Once we were satisfied with the shape, we traced it onto the other board, and then back onto the second side of the first board, after spraypainting the boards to allow us to score the line accurately. (Scraping a line into a painted surface yields a more visible and finer guide than pencil or Sharpie tracings would.) Then we went back to the bandsaw to make the cuts.
The profiles of the two footboards were nearly, but not entirely identical, given that they were cut freehand. This makes no difference to their utility, but what’s the point of all this effort if the result wouldn’t be perfect? We clamped the two boards together for final shaping. The front and back (heel and toe) edges were ground to match, as were the countours of the sides. Notches for the chain were cut into the toes of each board; we rounded the underside of each notch so the chain wouldn’t be rubbing against a sharp edge.
With the shaping complete, we prepared for the fasteners. Our plan called for relocating the hinges to the rear of the baseplate; this required us to chip dried thread sealer out of the hinges, and to drill/tap threaded holes into the baseplates. We mounted the hinges and ground down the protruding screws on the underside. Then we drilled and tapped threaded holes into the rear of the footboards. Finally, we drilled and countersunk a hole in the nose of the footboard for attaching the chain.
With all holes drilled and tapped, we reassembled the parts using the original screws. To prevent mid-song spontaneous disassembly, we applied thread sealer (red goo #262; see later picture) liberally — by which I mean, all over the screws, the tools, the hinges, and the bench. But the red stuff on my brother’s thumb isn’t 262; it’s blood: the only two guaranteed products of an day in the metal shop are dust and injuries. I mean, I nearly hurt myself, and I wasn’t even helping.

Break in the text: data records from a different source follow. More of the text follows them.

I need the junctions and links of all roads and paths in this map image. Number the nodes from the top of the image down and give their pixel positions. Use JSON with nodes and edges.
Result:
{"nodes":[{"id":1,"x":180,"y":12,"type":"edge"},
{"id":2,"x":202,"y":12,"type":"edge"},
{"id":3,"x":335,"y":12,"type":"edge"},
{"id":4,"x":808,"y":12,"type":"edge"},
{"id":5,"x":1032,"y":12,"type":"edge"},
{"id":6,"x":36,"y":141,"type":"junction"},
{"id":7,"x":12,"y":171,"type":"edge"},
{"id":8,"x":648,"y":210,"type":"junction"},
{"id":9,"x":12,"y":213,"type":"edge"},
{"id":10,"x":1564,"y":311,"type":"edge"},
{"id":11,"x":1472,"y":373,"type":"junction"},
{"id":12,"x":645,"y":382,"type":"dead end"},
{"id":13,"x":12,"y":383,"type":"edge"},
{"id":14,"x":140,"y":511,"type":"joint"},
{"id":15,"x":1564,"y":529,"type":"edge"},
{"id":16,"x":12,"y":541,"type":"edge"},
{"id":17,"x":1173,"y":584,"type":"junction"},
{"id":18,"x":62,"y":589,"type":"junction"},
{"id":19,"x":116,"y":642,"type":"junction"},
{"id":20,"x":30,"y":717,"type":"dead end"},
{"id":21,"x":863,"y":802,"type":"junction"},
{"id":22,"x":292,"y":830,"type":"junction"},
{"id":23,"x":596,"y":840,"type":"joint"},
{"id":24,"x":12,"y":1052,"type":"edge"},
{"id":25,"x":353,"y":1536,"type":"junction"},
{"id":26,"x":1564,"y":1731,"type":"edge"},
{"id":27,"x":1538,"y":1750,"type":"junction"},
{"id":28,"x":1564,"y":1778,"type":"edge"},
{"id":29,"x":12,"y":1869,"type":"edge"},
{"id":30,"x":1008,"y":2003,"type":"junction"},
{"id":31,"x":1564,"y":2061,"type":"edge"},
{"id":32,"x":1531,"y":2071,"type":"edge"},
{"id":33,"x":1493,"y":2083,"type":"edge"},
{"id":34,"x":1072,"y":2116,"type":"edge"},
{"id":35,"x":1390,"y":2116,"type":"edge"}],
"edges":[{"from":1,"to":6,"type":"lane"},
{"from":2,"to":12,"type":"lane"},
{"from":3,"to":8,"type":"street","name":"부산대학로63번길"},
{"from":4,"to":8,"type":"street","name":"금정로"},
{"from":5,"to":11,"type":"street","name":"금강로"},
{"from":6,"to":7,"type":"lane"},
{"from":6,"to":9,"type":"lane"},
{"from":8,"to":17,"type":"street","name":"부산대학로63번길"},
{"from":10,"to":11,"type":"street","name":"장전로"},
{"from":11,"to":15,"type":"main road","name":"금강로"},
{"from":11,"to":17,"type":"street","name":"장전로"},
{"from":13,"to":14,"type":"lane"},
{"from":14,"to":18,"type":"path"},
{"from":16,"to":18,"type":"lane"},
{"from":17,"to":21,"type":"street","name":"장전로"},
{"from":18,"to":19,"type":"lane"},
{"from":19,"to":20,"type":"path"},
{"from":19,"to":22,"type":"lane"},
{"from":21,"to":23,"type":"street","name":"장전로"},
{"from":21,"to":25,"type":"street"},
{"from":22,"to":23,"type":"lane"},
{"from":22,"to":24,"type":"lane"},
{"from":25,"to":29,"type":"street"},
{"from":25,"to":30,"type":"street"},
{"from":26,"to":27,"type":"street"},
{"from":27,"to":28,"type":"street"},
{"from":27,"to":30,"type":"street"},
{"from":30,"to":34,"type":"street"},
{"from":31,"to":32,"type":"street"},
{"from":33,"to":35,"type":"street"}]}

Notice how the hinge is cantilevered off the back edge of the baseplate. We had some concern that, with the hinges operating from a “closed” position, the screw heads would collide as the pedal was depressed. But this turned out not to be the case; we measured sufficient clearance without resorting to surgery on the hinge or screws.
Before attaching the footboard to the pedal, we sanded the surface smooth with progressively-finer sanding disks. We wanted a nice smooth surface, with no burrs to tear holes in my socks (or feet). We went through about five rounds of 360-grit sanding disks.
We polished the edges of the footboards on the belt sander. The grit on this belt is so fine I couldn’t detect it with my fingerstips; it felt completely smooth. But there’s no denying the spray of metal dust shooting off the edge of the board (nor the mirrored edges of the footboards).
After much sanding, and a pass with metal polish, we finished the assembly. Like everything else that comes out of my brother’s shop, the pedals are perfect — not only beautiful to look at, but great to play. I’ve had no weird squeaks or rattles. The response is solid and confident. The motion is fluid. And best of all, I’m now learning the heel-toe technique that started the whole project.